Quando
morre uma figura com alguma proeminência na sociedade, toda a sociedade se
junta para enaltecer a pessoa, a sua ação e os seus dotes pessoais. Embora isso
não raras vezes não corresponda à verdade e tantas vezes esteja carregado de
santa e hipocrisia. O medo da morte é assim. Não vá alguma coisa tecê-las,
vamos dizer bem porque ninguém leva a mal e quanto ao mal vamos esquecer porque
já não está entre nós para se defender e não vamos ficar bem diante daqueles
que o admiravam e seguiam. Não podia ser de outra forma com D. José Policarpo,
bispo emérito da Diocese de Lisboa, ponto.
Conheci
o D. José Policarpo ainda bispo auxiliar de D. António Ribeiro, ambos fumadores
compulsivos, o que me fazia uma certa impressão, não estava habituado a ver
nestas lides eclesiásticas pessoas que fumassem tanto como eles.
À
parte o incenso mundano do tabaco, admirei-lhe a qualidade da sua cultura e a
forma simples e clara como colocava os problemas. Em 1992 fui para Lisboa completar
os estudos teológicos, encontrei-o como Reitor do Seminário dos Olivais e
professor na Faculdade de Teologia na Universidade Católica Portuguesa. Era um
Reitor aparentemente distante e um professor mediano. Fazia-me impressão que ao
se cruzar com as pessoas esboçasse nada, nem um sorriso nem um olhar nem uma
saudação, um simples «bom dia», «boa tarde» ou «boa noite» recebia pura ignorância.

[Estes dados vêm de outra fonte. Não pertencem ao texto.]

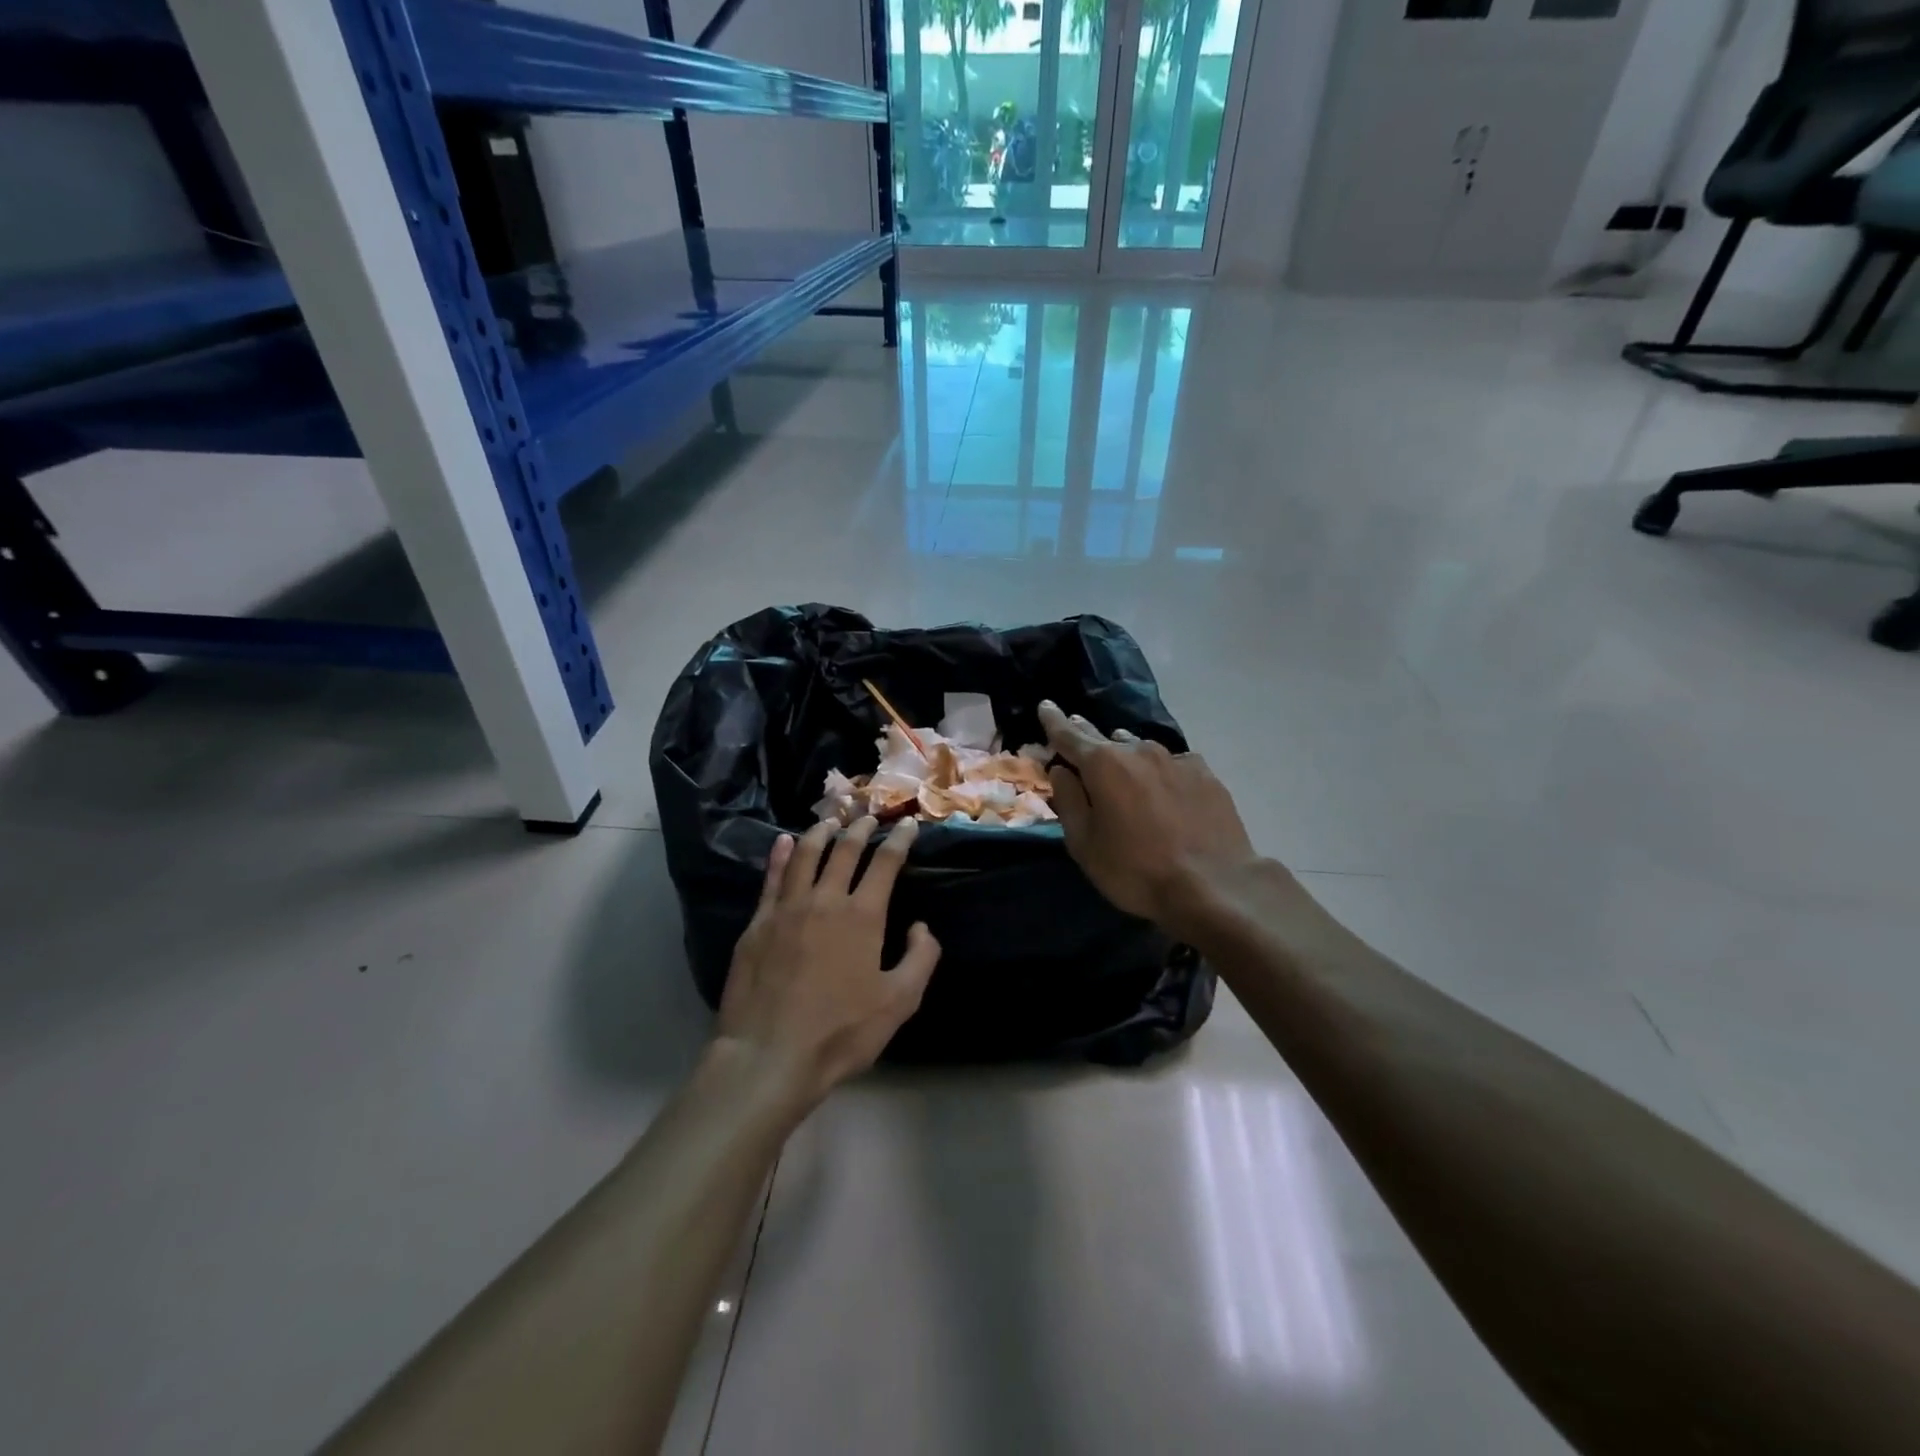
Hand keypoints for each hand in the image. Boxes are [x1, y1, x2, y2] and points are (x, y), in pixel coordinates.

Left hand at [715, 817, 940, 1112]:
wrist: (769, 1055)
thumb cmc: (840, 1032)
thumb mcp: (899, 1002)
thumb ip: (920, 959)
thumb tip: (923, 927)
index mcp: (863, 916)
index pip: (886, 863)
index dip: (900, 840)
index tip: (909, 824)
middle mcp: (826, 900)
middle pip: (845, 850)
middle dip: (861, 829)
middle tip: (869, 816)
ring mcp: (787, 908)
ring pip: (806, 855)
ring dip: (821, 832)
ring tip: (831, 819)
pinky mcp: (758, 923)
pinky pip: (772, 878)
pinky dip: (781, 855)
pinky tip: (784, 842)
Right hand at [1040, 700, 1257, 935]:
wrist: (1214, 886)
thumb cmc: (1136, 870)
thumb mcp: (1085, 844)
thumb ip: (1069, 801)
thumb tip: (1061, 771)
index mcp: (1103, 764)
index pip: (1069, 734)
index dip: (1053, 720)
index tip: (1045, 706)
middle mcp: (1139, 751)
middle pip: (1105, 737)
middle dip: (1086, 733)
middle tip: (1075, 728)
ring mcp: (1176, 760)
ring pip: (1140, 749)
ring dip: (1125, 754)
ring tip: (1119, 763)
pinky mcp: (1206, 775)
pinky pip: (1172, 763)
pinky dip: (1159, 770)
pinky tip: (1163, 787)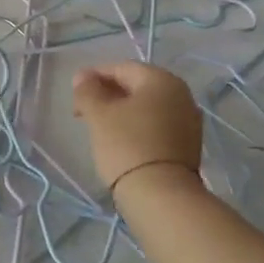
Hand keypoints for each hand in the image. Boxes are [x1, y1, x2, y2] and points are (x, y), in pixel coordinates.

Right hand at [72, 62, 204, 192]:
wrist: (161, 194)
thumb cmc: (126, 145)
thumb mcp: (99, 114)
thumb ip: (87, 90)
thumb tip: (83, 76)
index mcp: (161, 79)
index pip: (121, 68)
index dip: (94, 77)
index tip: (75, 94)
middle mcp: (181, 94)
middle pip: (137, 86)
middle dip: (108, 94)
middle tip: (83, 112)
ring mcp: (188, 120)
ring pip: (147, 107)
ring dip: (122, 112)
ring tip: (99, 128)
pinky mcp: (188, 144)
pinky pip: (157, 125)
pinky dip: (137, 127)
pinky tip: (121, 141)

Justificam isto com elevadas explicações teológicas. Obviamente, que me calava,
mas ficava-me uma impressão profunda.
Como
professor, servia-se da sua tese que já tinha feito há muito tempo sobre os «Sinais
dos Tempos», expressão do Vaticano II. Nada de especial. A tese estava parada
no tempo. Nem mais uma citação nem mais uma referência bibliográfica nova sobre
o pulsar do pensamento que o passar do tempo vai desvelando.
O
D. José Policarpo é um homem de qualidades superiores, mas quem sabe se por
causa da carreira eclesiástica podíamos ter um melhor professor e um teólogo de
calibre universal? – E, por conseguinte, quem sabe se por causa de terem
alimentado a ideia de que D. José Policarpo era brilhante em tudo não foi nem pastor
nem teólogo nem professor a 100%. O ser brilhante que dá para tudo, pode
redundar em nada. Oxalá que esteja equivocado.
Agora que já está no
mundo de Deus, podemos salientar que de acordo com o nosso pobre modo de ver,
se tivesse feito uma opção por um caminho só, hoje sim podíamos estar a falar
de uma obra admirável de um teólogo português ou de um Pastor inesquecível da Igreja
Católica. Mas a ânsia de quererem fazer dele tudo e mais alguma coisa, fica-nos
a sensação de pouco na lembrança sobre a figura de D. José Policarpo e aprendo que quem aceita tudo só porque os outros dizem pode acabar com pouco. Que descanse em paz na serena luz da eternidade.